Lipid Profiles in Lyme Borreliosis: A Potential Role for Apheresis?
received 01 February 2019
accepted 26 March 2019
09 May 2019 (online)
Dyslipidemia and dyslipoproteinemia are common causes of metabolic and cardiovascular diseases. On the other hand, intracellular bacteria, such as Borrelia burgdorferi, utilize host lipids to survive and disseminate within the host. Recent data suggest that elevated lipids are a contributing factor to the maintenance and severity of Lyme disease and its complications. Here we review and discuss the role of lipids in Borreliosis and report on a pilot trial to examine the potential roles of circulating lipids and lipoproteins in patients with Borrelia infection. In this analysis we assessed the clinical and lipid profiles of 519 patients (319 women, 200 men) with a proven history of Lyme disease, before and after an extracorporeal double membrane filtration.
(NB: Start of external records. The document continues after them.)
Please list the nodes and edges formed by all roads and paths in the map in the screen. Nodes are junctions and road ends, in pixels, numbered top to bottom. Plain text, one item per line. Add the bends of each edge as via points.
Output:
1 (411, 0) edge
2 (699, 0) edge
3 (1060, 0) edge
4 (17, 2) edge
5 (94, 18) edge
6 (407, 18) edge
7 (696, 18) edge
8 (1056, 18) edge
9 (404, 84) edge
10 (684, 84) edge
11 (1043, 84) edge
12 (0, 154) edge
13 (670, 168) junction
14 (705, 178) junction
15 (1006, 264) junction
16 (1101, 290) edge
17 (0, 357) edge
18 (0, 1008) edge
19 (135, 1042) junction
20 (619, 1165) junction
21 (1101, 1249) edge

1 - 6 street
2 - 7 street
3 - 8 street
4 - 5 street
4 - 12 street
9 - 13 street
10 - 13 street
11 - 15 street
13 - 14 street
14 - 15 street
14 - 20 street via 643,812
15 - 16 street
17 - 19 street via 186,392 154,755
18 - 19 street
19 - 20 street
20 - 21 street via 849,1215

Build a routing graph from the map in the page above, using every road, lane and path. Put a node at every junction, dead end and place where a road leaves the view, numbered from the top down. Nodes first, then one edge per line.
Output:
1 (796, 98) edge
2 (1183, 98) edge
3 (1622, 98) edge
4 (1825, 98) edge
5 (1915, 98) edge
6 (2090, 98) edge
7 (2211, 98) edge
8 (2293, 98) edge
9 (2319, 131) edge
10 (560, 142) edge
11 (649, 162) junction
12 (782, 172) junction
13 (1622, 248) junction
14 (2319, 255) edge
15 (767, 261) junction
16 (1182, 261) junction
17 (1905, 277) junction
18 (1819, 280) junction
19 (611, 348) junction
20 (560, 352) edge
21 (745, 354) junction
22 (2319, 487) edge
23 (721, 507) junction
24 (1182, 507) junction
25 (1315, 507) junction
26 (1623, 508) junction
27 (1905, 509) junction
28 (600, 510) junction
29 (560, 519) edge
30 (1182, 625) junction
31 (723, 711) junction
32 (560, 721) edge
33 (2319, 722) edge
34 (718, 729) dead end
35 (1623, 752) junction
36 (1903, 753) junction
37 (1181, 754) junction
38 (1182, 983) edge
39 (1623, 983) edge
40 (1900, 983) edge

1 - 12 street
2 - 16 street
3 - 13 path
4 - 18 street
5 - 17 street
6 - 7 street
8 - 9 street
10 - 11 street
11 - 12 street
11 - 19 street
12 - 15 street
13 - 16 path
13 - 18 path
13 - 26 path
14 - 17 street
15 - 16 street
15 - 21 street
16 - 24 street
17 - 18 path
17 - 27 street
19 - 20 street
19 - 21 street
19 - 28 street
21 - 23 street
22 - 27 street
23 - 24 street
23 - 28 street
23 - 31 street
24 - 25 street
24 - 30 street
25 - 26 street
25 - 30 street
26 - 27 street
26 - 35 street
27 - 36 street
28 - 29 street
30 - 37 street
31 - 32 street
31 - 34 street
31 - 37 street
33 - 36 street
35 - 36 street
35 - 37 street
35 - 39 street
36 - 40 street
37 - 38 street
Lipid profiles pre- and post-apheresis were analyzed in conjunction with clinical symptoms and parameters of inflammation. Circulating cholesterol, triglycerides, LDL, LP(a), and other inflammatory lipids were significantly reduced after the apheresis, while symptoms of the disorder and bioindexes of inflammation such as CRP improved. Further studies should be initiated to investigate the possibly causal relation between Lyme disease and circulating lipids and to design appropriate therapeutic strategies.